Overall, the authors recommend that future work concerning patient health literacy with pathology reports contain detailed stepwise directions on how to read pathology reports and touch on the main parts of the report. For example, for a report on colon cancer, the patient could be clued into understanding the primary assessment and diagnosis, followed by the supporting information and ending with a conclusion from the report. Some of the surgical clinicians involved in this study recommended that the curated videos could be used to explain the common components of pathology reports, such as if synoptic pathology reporting is utilized. This format has been found to result in improved reporting of relevant clinical data. Furthermore, future videos of the nature used in this project will benefit greatly from having clinicians in both medical/surgical oncology and pathology review materials. Future studies could utilize testing to determine if curated videos increase patient health literacy (such as with pre- and post-quizzes for patients to answer). Creating a Frequently Asked Questions (FAQ) list for patients could also be useful. Finally, future videos/surveys may benefit from having patients be sent a link via SMS or email, so that they may watch the video in the comfort of their own home.

Limitations

The authors acknowledge the videos used in this project are of limited use for patients that have difficulty accessing online material or that may have hearing loss. Additionally, patients who have been undergoing treatment for cancer for many years may already have the knowledge base that the videos are presenting and thus may not find the videos as useful. Furthermore, having patients watch videos and answer surveys in-clinic ensured patients watched each video from start to finish and correctly completed the survey; however, using this protocol is labor-intensive and has the potential to influence patient responses.

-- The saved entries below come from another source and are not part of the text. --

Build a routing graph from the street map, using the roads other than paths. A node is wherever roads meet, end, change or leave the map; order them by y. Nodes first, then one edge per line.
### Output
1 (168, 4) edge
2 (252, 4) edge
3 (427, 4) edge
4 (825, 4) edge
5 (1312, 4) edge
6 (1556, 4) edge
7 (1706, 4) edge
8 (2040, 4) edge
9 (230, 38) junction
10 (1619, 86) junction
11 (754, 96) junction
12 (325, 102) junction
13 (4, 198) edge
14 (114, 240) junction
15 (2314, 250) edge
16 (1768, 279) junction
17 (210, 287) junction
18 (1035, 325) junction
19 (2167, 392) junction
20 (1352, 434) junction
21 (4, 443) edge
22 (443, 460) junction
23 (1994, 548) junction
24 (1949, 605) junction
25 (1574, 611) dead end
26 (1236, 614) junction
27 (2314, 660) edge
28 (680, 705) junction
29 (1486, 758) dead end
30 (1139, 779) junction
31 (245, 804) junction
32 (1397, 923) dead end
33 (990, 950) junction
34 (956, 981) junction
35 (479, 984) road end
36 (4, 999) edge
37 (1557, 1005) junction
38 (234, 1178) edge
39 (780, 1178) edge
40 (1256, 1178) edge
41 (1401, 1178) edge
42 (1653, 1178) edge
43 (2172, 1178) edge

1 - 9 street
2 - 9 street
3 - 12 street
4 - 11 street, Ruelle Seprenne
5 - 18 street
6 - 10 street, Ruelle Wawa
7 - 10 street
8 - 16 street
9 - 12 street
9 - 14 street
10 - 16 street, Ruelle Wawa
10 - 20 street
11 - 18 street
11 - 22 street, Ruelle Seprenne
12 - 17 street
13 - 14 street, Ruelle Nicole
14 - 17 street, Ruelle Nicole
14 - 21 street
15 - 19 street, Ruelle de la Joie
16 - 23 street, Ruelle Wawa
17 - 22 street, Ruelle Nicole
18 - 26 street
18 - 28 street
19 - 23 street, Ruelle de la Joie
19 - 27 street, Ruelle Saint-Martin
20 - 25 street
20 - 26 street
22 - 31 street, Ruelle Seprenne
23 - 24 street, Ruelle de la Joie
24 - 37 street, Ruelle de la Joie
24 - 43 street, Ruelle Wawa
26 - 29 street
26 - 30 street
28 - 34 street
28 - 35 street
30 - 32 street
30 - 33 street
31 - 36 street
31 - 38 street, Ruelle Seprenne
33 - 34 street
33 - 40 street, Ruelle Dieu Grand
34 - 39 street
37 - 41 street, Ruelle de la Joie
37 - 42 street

Data sharing and availability

The datasets generated for this study are available from the corresponding author upon reasonable request.

Ethics

The studies involving human participants were reviewed and approved by the East Carolina University and Medical Center Internal Review Board (UMCIRB) prior to the start and can be found under identification number 19–001320 and title: “Pathology health literacy.” This IRB is active at the time of submission. Written informed consent for participation was obtained electronically for this study in accordance with the national legislation and the institutional requirements.

Author contributions

AT Khanchandani and MC Larkins split data collection, data analysis, and paper writing equally. AM Tooley facilitated video design and set up the electronic survey for this project. DB Meyer assisted with minor data analysis. V Chaudhary facilitated the project workflow and initial data collection. JT Fallon served as the faculty investigator for this project.

Funding

The article processing fee for this article was funded by an Open Access Award given by the Society of ‘67, which supports the mission of the Association of Pathology Chairs to produce the next generation of outstanding investigators and educational scholars in the field of pathology. This award helps to promote the publication of high-quality original scholarship in Academic Pathology by authors at an early stage of academic development. AM Tooley received funding from the APC Society of ‘67 Pathology Trainee Project Grant in Health Services Research and Education and the Brody School of Medicine Summer Scholars Program in 2018.

Declaration of competing interest

The authors declare that the research was conducted in the absence of any commercial or financial relationships that could be construed as a potential conflict of interest.